In the auxiliary distribution p _iu In (2) by the square q _iu An "emphasis" effect can be achieved to emphasize those effects of high probability "confidence allocation". During training, the auxiliary distribution p _iu In effect, a label is provided. And finally, fitting the difference between the two probability distributions through a calculation formula of the clustering loss to achieve the aim of unsupervised clustering. Meanwhile, the calculation formula of the clustering loss is also used as the clustering loss L _cluster The whole training process is guided.

The embodiment obtains the second node representation H through contrast learning ^θ And contrast loss L _con Wherein the second node represents H ^θ Further used for an unsupervised clustering module to obtain a clustering loss L _cluster Cluster loss L _cluste Loss of contrast L _con The sum is the total loss. The total loss is denoted as L _all The following steps are:

L _all ＝L _con +L _cluster

after the training of the spatial transcription data clustering model based on contrast learning is completed, the spatial transcription data clustering model is distributed according to soft clusters q _iu An estimate of the target node vi label is obtained,namely, the clustering result, expressed as si, is:

i.e. for soft cluster distribution q _iu And taking the arg function as the maximum value of the clustering result.

According to the scheme, the genetic expression matrix constructed based on the space transcriptome data is preprocessed to obtain the weighted feature matrix and the adjacent matrix, and an adjacent graph is constructed based on the weighted feature matrix and the adjacent matrix; respectively inputting the adjacency graph into a first encoder and a second encoder of a twin network structure, and learning corresponding first node representation and second node representation through the first encoder and the second encoder; constructing a positive sample set based on the first node representation and the second node representation, and calculating a contrast loss between a node representation predicted value of the second node representation and the first node representation according to the positive sample set; determining soft cluster distribution and auxiliary distribution of each node, and calculating cluster loss based on the soft cluster distribution and the auxiliary distribution; and training a model through the contrast loss and the clustering loss guiding model, and obtaining a clustering result of the corresponding node based on the soft clustering distribution after model training is completed. In this way, node representation for constructing a positive sample set is obtained through comparison learning by the twin network structure, and further, the comparison loss and the clustering loss are calculated, and training is conducted on the basis of the comparison loss and the clustering loss between nodes, so that a data clustering method for the genome data is obtained on the basis of the comparison learning, and the pertinence and the accuracy of the spatial transcriptome data clustering are improved.

As shown in fig. 5, a second embodiment of the present invention proposes a spatial transcriptome data clustering method based on contrast learning, based on the first embodiment shown in fig. 2, the step S101 includes:

step S1011, constructing a gene expression matrix based on gene expression quantity information of the space transcriptome, wherein behavior cells/capture points of the gene expression matrix are listed as gene expression quantity;

the information of the gene expression level required in this example was extracted from the spatial transcriptome, and mainly includes the cell/capture site and the gene expression level. Then, the cells/capture spots are used as rows and the gene expression amounts are used as columns to construct a gene expression matrix.
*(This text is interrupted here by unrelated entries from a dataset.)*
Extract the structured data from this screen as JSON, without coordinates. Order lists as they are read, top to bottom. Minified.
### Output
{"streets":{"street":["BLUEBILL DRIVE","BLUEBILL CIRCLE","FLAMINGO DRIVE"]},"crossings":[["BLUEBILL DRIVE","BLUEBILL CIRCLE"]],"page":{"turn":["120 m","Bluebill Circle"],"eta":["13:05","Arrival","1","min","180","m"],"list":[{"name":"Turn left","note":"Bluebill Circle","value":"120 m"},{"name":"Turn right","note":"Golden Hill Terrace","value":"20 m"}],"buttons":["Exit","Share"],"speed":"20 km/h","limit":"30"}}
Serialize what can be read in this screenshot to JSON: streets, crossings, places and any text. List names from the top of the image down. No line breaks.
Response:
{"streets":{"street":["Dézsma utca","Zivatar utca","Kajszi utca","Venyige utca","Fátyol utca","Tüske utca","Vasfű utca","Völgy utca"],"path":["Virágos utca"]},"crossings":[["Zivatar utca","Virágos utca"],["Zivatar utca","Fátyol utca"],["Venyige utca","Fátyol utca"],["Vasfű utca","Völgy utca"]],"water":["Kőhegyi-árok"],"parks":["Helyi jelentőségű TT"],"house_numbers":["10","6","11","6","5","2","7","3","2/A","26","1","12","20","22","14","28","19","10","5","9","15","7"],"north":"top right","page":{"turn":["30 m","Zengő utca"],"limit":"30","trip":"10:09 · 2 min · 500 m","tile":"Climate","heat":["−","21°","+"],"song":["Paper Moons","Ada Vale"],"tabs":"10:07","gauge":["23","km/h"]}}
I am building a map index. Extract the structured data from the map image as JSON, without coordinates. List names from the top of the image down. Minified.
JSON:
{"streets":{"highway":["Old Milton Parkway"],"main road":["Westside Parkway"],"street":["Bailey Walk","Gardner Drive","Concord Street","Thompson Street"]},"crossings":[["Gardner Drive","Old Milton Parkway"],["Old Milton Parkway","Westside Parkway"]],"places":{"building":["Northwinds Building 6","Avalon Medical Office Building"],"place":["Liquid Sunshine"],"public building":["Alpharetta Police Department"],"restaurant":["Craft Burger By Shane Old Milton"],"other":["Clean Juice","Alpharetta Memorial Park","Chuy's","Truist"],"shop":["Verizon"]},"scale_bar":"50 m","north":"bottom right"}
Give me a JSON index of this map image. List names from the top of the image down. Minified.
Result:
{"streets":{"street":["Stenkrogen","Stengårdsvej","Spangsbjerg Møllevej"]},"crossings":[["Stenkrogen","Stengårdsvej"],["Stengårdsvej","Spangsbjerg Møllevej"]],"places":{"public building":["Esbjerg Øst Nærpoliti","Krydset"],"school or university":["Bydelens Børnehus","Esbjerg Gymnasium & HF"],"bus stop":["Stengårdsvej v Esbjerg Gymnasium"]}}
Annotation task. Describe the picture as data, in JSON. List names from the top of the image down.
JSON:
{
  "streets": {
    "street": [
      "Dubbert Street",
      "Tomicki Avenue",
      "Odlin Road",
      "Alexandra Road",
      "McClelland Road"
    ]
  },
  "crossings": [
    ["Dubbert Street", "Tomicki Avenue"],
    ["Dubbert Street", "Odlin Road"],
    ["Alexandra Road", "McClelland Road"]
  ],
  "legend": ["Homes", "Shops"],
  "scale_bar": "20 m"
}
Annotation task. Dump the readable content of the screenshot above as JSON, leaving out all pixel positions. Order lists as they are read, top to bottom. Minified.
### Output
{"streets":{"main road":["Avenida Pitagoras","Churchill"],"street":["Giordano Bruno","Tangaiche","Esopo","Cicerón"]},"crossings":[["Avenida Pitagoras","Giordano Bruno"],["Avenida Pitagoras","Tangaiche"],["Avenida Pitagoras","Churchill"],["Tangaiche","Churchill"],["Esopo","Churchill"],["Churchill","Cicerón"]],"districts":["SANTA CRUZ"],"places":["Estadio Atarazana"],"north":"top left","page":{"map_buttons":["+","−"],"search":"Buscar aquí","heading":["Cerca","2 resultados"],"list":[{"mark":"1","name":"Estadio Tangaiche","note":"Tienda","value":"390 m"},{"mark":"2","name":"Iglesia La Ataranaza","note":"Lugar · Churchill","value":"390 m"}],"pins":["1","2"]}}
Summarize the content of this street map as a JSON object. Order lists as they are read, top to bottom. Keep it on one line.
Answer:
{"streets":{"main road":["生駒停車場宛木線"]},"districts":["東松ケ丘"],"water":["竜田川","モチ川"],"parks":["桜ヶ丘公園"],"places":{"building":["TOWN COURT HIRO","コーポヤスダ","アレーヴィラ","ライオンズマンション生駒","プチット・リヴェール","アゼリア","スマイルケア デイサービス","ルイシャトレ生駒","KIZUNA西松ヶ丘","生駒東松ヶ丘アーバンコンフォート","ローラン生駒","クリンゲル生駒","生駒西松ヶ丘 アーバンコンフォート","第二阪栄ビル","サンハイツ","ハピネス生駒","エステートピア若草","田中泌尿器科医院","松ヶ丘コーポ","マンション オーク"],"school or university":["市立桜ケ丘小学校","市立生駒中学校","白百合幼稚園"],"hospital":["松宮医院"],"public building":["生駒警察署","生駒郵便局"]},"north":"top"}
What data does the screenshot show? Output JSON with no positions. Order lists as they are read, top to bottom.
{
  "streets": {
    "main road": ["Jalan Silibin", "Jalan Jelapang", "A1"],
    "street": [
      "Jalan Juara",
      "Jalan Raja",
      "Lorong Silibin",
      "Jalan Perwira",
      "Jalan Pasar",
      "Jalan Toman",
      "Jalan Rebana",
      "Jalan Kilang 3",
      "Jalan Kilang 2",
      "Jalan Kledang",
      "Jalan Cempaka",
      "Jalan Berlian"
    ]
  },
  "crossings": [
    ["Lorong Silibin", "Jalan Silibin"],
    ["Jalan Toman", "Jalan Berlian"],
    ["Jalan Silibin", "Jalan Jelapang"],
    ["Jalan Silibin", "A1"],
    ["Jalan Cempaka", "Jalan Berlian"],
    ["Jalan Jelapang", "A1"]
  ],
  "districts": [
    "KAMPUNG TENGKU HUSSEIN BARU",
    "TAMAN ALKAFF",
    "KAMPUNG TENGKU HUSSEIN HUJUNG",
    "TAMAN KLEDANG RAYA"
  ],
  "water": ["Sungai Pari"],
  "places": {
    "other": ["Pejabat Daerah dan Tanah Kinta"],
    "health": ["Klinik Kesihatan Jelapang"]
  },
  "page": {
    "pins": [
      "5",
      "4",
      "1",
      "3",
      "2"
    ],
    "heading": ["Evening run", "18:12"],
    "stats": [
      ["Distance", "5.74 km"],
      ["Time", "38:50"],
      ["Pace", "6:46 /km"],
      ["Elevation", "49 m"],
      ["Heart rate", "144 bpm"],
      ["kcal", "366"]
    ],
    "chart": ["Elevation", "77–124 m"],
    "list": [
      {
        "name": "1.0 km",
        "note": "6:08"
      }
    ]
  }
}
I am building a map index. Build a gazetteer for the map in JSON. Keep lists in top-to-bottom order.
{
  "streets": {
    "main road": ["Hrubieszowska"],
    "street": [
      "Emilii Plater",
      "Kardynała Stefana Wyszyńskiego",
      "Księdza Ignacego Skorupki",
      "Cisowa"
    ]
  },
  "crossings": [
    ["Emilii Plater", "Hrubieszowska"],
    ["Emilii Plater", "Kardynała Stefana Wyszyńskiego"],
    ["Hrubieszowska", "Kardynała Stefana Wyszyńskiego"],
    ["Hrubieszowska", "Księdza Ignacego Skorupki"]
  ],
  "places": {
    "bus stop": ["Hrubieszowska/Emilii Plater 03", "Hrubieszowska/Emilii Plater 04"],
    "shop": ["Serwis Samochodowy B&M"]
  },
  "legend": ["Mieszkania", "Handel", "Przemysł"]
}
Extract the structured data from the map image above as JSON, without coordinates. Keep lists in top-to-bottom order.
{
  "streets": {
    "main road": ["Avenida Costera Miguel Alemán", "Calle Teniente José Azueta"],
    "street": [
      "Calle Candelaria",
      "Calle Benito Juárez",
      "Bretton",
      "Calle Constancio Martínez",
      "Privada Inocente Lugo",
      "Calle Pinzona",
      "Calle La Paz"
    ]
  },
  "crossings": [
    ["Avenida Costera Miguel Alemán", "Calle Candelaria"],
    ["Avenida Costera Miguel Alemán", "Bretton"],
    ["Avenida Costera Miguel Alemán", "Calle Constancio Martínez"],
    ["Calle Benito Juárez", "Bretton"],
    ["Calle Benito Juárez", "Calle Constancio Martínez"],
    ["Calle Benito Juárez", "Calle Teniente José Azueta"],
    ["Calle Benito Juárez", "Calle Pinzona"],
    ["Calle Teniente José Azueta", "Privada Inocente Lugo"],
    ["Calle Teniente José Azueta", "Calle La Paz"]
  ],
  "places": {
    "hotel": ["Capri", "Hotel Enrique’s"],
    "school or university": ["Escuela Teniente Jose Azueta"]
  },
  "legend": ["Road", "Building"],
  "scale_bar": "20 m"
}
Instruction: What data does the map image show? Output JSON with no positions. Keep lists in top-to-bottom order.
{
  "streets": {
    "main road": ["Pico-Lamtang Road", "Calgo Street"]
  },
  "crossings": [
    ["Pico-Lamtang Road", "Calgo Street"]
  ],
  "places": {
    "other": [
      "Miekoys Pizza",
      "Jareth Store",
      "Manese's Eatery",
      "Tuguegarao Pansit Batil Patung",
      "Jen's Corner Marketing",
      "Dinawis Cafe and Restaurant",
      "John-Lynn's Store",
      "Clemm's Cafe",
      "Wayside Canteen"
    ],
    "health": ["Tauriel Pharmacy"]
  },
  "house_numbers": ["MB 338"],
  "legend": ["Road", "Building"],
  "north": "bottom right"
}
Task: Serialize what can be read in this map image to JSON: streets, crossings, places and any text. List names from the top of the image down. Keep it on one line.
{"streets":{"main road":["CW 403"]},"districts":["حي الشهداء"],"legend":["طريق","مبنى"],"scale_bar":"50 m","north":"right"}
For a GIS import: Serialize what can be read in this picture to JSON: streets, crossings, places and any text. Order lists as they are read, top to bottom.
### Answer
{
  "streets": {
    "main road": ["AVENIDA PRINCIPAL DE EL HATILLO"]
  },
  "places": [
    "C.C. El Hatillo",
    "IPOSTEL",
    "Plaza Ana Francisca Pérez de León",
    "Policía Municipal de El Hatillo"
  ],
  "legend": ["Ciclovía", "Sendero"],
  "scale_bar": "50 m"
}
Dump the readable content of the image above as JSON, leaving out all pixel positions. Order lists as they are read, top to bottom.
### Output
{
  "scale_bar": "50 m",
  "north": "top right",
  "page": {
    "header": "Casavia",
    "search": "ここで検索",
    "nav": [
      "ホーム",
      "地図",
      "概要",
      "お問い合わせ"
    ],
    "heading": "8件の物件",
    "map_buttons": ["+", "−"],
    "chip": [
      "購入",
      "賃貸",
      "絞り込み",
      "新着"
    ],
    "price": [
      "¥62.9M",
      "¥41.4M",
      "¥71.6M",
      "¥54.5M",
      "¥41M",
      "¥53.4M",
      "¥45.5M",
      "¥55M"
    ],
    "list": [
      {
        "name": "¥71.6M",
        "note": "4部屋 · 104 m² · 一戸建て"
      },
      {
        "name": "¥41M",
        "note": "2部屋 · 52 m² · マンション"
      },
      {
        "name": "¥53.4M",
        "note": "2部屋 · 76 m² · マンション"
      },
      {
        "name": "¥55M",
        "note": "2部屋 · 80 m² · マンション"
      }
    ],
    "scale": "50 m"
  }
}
Step S1012, preprocessing gene expression quantity data in the gene expression matrix, and performing dimension reduction processing on the gene expression matrix to obtain a feature matrix X;

the original gene expression quantity data has a large amount of noise, and data preprocessing is needed. And deleting genes expressed in less than 3 cells according to the high-dimensional sparsity of the gene expression data, carrying out normalization and standardization treatment on the data, and finally reducing the dimension by using PCA to obtain a feature matrix X.

Step S1013, determining an adjacency graph of the feature matrix X based on the spatial information between the cells/capture points.

The graph formed by the cells/capture points is subjected to self-supervision clustering, so that a graph which can display the relationship between the cells/capture points, namely an adjacent graph, is constructed by utilizing spatial information.

Specifically, the cell/capture points are used as nodes, and the distance between the nodes is calculated according to the space coordinates; the present embodiment calculates the distance between any two nodes.

Adding edges to a plurality of neighbors of each node nearest to each node to obtain an adjacency matrix; selecting target edges based on the distance threshold value, and weighting each target edge based on the distance between the nodes to obtain a weighted adjacency matrix A; referring to fig. 3a, a closer target edge is determined based on a distance threshold (threshold).

An adjacency graph is obtained based on nodes in the feature matrix X and edges of the weighted adjacency matrix. Taking the feature matrix X as the attribute of the node, finally obtaining an adjacency graph G (X, a) = (V, E), wherein E represents a node set, V contains all cells/capture points, E represents an edge set, and E contains edges between all nodes.

According to the embodiment, the weighted feature matrix and the weighted adjacent matrix are obtained by preprocessing the gene expression matrix constructed based on the space transcriptome data through the scheme, and the adjacent graph is constructed based on the weighted feature matrix and the adjacent matrix, so that the space transcriptome data is processed, the adjacent graph favorable for contrast learning is obtained, and the implementation of the contrast learning step is facilitated.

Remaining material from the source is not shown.